Materials provided:
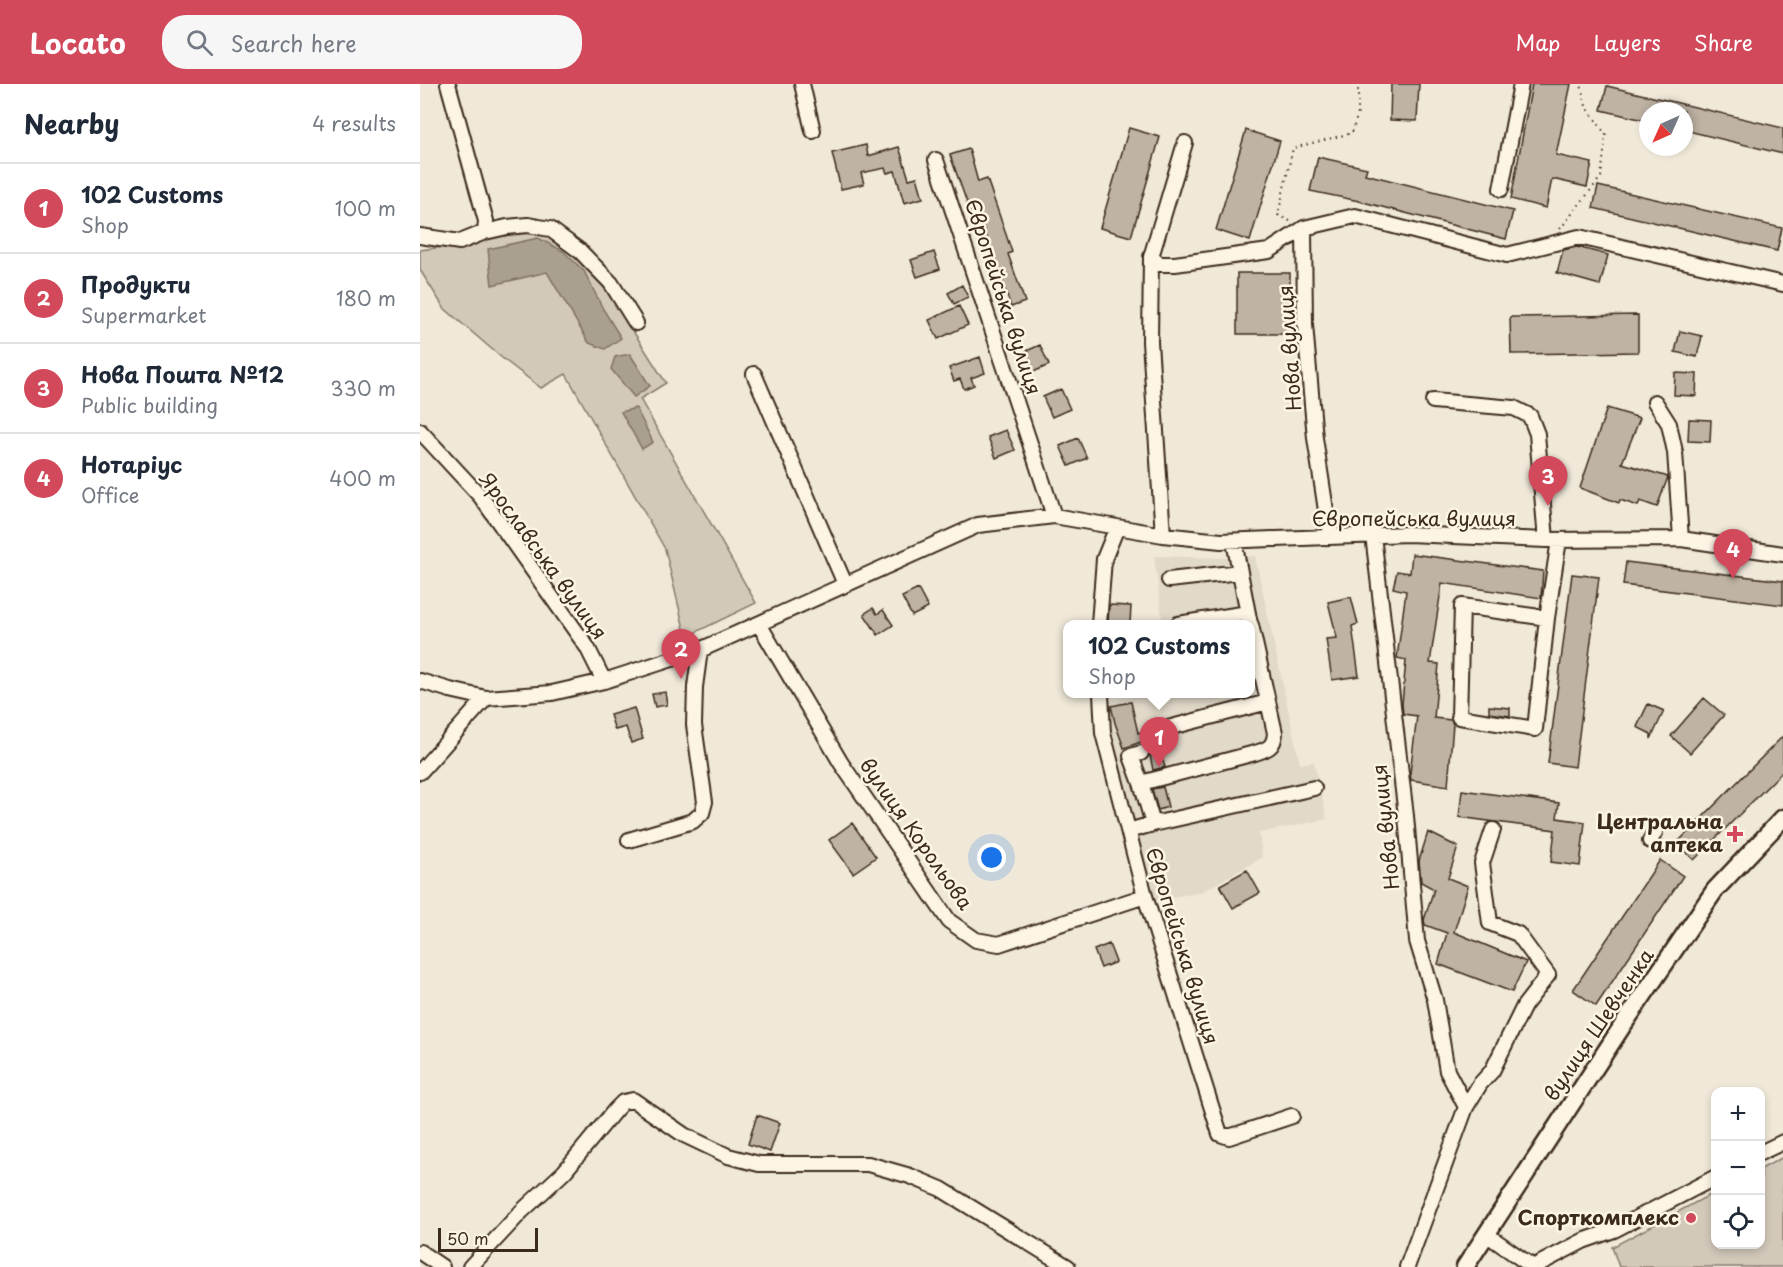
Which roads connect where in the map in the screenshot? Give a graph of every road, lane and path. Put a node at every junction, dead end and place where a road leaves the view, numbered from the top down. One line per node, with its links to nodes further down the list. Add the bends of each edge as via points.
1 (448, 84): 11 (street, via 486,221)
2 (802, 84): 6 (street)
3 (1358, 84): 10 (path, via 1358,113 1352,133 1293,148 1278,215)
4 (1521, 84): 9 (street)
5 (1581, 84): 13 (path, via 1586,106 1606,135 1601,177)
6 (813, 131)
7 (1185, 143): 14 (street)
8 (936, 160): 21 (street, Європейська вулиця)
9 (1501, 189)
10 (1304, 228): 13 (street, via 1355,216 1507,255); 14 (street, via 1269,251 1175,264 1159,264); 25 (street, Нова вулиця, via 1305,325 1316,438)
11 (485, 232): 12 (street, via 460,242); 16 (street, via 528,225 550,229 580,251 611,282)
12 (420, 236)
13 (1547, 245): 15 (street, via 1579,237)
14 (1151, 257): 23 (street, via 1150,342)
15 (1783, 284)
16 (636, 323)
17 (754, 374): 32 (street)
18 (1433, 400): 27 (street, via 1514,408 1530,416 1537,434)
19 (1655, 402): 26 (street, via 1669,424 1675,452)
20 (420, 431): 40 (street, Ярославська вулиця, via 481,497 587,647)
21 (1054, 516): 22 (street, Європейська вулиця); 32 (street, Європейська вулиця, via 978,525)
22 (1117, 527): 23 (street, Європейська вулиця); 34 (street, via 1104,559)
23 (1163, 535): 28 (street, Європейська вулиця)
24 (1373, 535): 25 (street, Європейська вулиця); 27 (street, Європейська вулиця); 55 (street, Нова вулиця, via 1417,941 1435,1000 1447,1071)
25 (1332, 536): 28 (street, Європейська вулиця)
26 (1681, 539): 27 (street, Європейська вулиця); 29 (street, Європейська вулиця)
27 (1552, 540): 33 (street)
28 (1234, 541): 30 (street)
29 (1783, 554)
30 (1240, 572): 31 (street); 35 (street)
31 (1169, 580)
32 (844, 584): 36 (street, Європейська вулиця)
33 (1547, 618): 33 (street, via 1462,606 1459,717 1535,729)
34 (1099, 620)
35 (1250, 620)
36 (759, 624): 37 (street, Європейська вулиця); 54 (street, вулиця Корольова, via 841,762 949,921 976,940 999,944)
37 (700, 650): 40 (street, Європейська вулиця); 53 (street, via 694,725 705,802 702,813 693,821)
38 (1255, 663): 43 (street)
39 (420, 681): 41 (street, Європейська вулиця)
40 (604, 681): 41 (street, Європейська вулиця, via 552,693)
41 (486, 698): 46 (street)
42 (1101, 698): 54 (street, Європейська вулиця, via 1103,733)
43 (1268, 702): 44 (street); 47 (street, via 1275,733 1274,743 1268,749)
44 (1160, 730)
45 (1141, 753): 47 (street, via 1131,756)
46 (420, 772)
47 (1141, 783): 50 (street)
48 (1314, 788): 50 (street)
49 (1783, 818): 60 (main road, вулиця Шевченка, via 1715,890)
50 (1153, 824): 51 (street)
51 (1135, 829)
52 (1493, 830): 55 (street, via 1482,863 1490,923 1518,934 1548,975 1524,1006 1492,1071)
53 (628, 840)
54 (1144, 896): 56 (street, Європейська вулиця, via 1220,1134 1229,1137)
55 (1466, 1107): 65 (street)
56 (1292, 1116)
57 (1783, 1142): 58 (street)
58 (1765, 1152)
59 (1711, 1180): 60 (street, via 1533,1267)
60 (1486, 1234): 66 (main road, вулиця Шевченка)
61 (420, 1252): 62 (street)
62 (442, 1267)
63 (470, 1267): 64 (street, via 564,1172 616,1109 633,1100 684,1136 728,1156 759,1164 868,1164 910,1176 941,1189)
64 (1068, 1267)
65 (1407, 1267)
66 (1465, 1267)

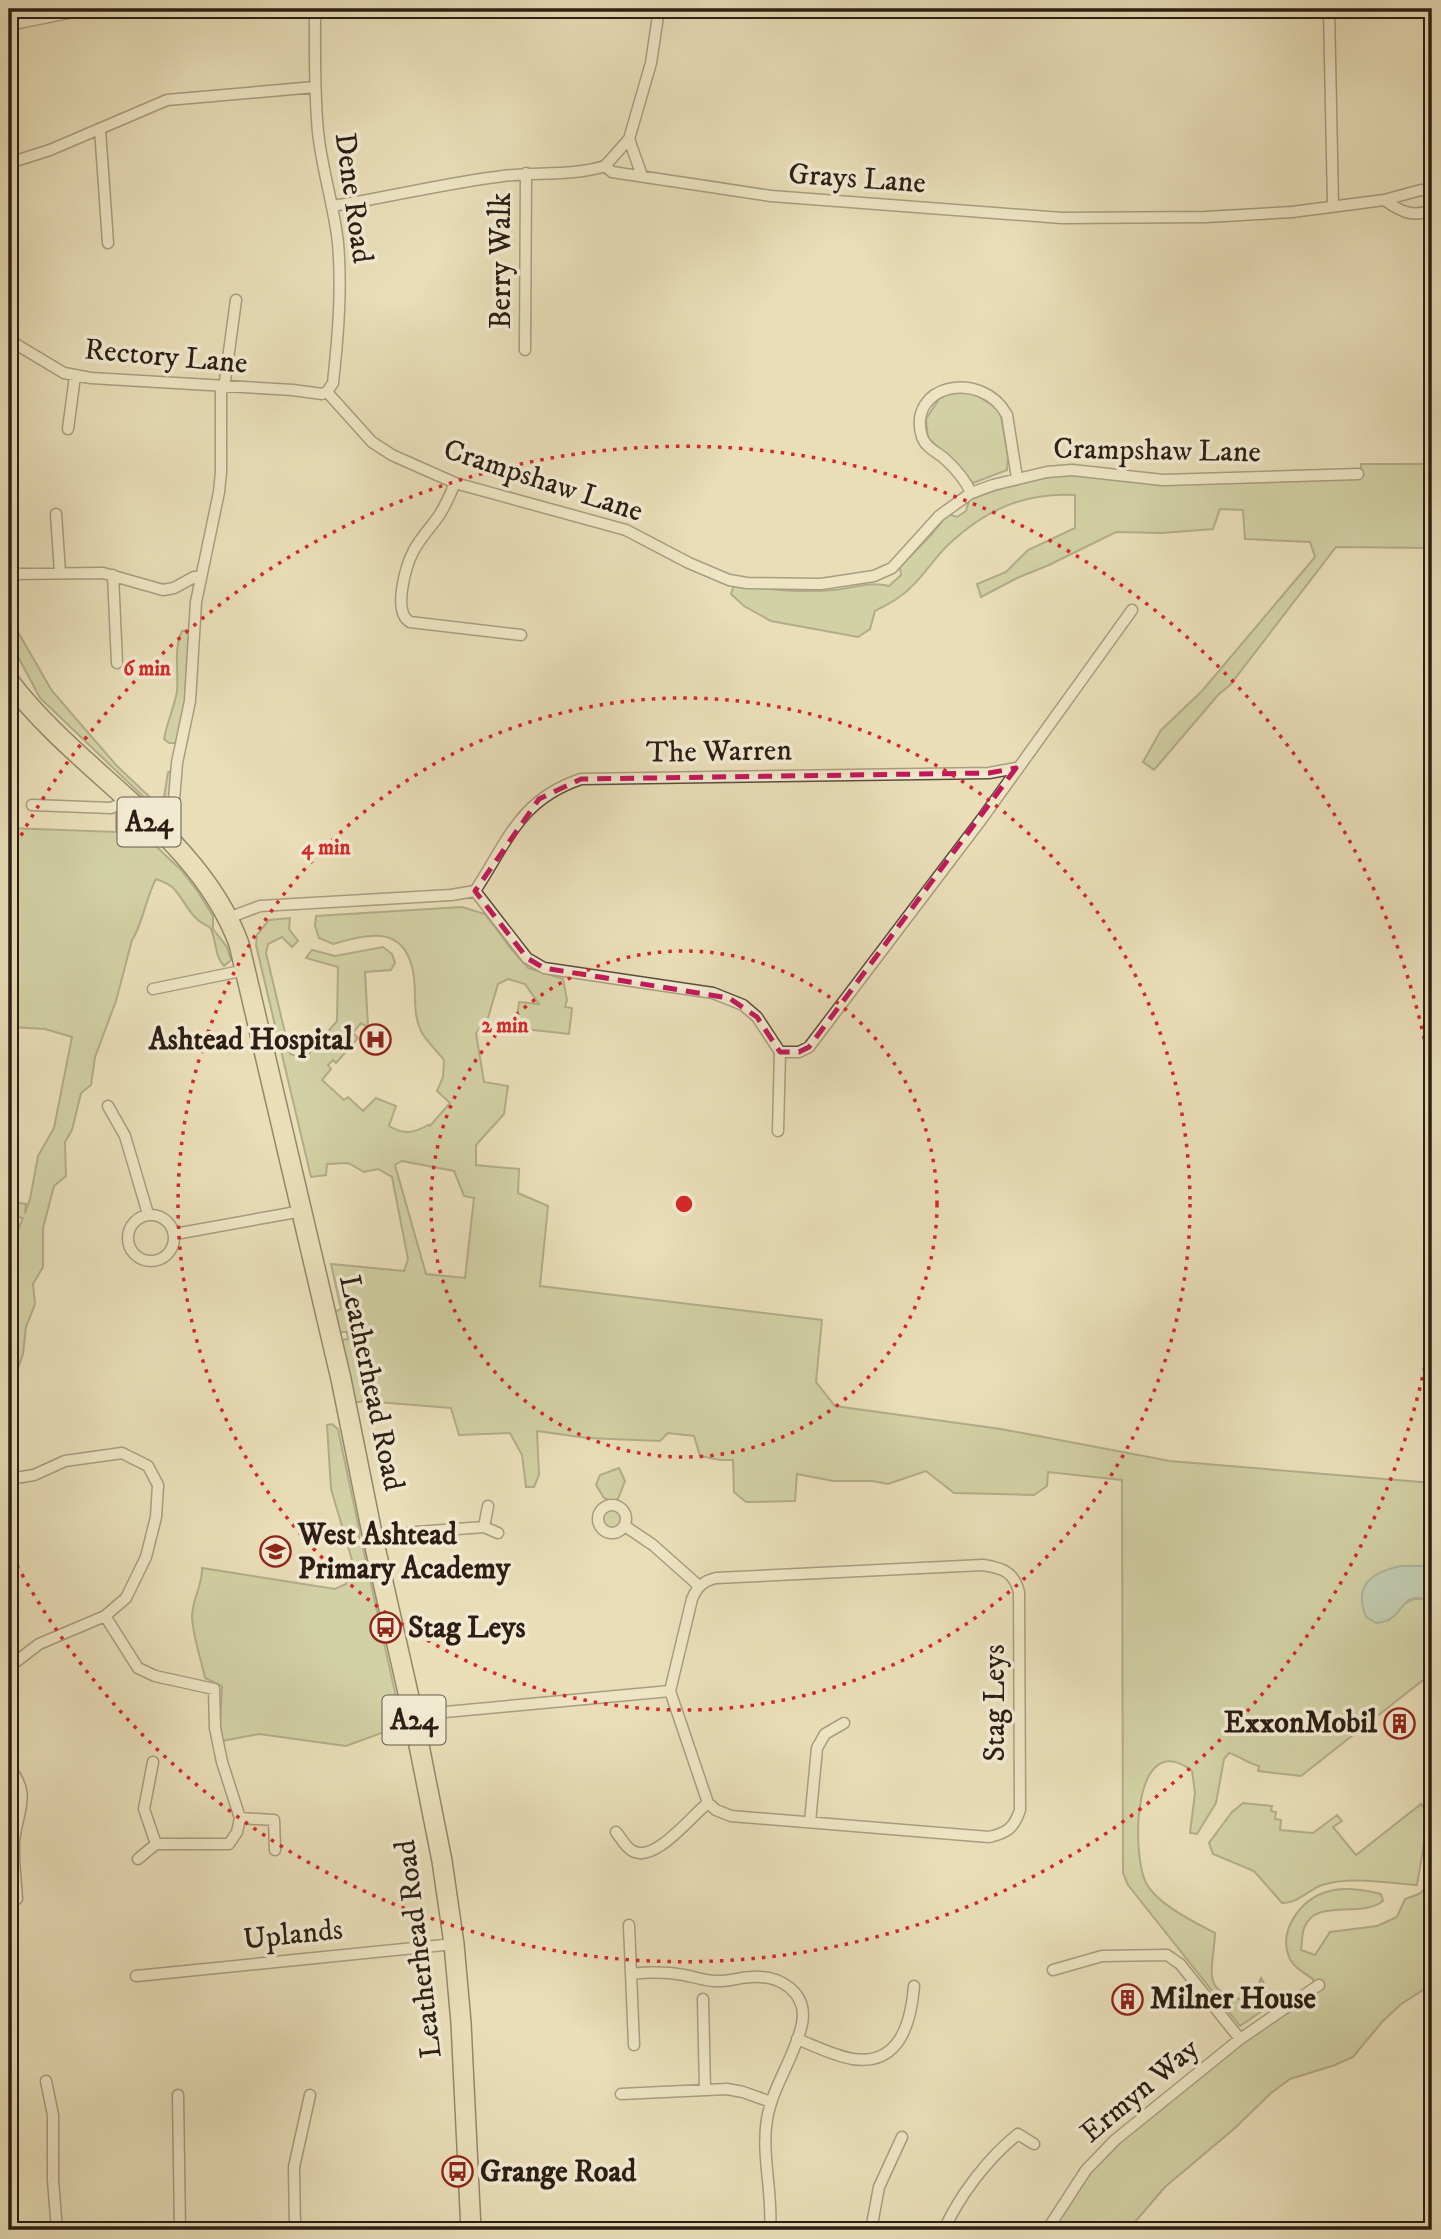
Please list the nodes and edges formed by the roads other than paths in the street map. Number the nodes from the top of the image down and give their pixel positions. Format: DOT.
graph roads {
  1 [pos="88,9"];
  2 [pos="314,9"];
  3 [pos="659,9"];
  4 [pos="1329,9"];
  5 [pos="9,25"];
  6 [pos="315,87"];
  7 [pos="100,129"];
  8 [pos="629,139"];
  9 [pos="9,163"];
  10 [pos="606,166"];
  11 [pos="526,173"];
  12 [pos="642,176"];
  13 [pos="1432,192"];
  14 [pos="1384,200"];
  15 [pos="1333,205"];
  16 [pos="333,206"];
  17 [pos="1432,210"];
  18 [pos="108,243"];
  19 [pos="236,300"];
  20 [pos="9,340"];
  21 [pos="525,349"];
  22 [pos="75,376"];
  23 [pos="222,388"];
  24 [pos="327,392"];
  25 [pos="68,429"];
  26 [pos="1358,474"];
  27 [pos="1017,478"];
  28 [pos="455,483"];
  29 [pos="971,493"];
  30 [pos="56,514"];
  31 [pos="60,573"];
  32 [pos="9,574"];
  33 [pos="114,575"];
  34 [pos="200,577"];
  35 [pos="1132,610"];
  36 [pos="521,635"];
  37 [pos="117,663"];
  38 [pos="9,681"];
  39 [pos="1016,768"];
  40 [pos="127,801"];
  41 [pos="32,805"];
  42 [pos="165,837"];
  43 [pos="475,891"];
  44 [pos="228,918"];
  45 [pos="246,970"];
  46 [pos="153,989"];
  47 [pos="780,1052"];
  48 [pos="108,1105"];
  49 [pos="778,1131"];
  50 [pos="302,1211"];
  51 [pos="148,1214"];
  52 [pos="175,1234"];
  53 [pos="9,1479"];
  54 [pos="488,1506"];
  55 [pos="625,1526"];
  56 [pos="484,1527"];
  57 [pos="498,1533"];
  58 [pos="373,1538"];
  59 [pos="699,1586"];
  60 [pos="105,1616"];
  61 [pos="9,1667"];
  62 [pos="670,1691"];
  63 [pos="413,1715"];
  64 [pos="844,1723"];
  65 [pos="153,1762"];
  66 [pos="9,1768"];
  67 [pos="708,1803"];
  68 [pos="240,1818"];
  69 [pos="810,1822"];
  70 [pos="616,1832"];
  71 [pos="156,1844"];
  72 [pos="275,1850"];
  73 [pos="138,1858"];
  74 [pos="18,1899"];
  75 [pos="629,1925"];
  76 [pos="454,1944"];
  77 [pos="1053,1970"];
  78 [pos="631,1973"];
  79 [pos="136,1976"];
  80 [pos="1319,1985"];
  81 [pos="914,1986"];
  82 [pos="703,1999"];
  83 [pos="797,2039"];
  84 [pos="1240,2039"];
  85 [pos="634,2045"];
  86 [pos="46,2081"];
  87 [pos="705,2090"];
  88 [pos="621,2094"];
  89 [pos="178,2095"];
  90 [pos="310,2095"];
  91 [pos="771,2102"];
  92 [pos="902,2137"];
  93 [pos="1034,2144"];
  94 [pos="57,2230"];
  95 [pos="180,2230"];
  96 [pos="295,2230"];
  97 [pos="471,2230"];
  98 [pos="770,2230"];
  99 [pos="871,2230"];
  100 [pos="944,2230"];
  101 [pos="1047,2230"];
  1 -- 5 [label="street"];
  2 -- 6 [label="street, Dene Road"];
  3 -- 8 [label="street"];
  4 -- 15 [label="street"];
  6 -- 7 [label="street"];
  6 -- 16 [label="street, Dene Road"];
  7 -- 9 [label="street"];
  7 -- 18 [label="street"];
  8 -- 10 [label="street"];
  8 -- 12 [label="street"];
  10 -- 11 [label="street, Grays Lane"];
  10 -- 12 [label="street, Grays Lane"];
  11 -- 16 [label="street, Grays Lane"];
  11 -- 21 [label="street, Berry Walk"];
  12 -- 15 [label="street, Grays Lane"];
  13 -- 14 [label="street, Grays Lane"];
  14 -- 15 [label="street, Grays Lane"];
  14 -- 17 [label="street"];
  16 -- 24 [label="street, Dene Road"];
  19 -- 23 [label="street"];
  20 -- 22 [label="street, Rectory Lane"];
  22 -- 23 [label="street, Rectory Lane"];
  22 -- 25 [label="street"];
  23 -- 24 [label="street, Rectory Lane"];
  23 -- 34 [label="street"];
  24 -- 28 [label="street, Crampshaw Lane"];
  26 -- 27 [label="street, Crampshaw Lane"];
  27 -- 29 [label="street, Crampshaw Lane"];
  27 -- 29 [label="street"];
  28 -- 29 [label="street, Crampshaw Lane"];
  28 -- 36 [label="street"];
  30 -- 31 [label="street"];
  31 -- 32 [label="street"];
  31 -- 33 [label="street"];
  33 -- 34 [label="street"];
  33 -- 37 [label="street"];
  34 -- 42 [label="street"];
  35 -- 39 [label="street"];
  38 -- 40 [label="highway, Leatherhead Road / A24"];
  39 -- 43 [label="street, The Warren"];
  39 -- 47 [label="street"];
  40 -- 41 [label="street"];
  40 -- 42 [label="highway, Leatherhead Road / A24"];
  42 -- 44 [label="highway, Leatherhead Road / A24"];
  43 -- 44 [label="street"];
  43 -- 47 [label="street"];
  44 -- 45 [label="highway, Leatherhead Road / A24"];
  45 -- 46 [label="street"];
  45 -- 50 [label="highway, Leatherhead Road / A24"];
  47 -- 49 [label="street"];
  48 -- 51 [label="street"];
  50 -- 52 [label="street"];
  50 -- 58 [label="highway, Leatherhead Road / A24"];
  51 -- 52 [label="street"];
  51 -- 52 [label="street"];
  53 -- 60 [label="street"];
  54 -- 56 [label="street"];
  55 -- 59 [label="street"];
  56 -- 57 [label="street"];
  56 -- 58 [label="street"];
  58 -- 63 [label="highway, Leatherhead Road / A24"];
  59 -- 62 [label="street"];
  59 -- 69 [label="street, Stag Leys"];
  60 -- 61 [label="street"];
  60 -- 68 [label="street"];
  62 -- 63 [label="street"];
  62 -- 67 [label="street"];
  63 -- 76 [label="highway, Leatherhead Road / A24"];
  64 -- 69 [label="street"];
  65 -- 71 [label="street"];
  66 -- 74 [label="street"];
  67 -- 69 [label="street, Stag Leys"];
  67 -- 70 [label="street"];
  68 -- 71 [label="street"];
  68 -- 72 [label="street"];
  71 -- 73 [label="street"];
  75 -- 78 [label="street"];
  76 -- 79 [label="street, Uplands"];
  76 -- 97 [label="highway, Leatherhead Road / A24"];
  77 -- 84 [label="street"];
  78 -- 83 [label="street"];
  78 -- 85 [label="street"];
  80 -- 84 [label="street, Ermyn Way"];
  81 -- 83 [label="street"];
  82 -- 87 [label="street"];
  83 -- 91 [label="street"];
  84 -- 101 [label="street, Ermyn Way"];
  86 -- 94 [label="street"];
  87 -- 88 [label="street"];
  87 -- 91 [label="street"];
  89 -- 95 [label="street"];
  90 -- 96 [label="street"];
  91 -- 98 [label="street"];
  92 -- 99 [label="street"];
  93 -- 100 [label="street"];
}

What to do: When a line in the listing above holds the word "roads", copy it.

The answer:
Which roads connect where in the map in the screenshot? Give a graph of every road, lane and path. Put a node at every junction, dead end and place where a road leaves the view, numbered from the top down. One line per node, with its links to nodes further down the list. Add the bends of each edge as via points.
Please list the nodes and edges formed by the roads other than paths in the street map. Number the nodes from the top of the image down and give their pixel positions. Format: DOT.
graph roads {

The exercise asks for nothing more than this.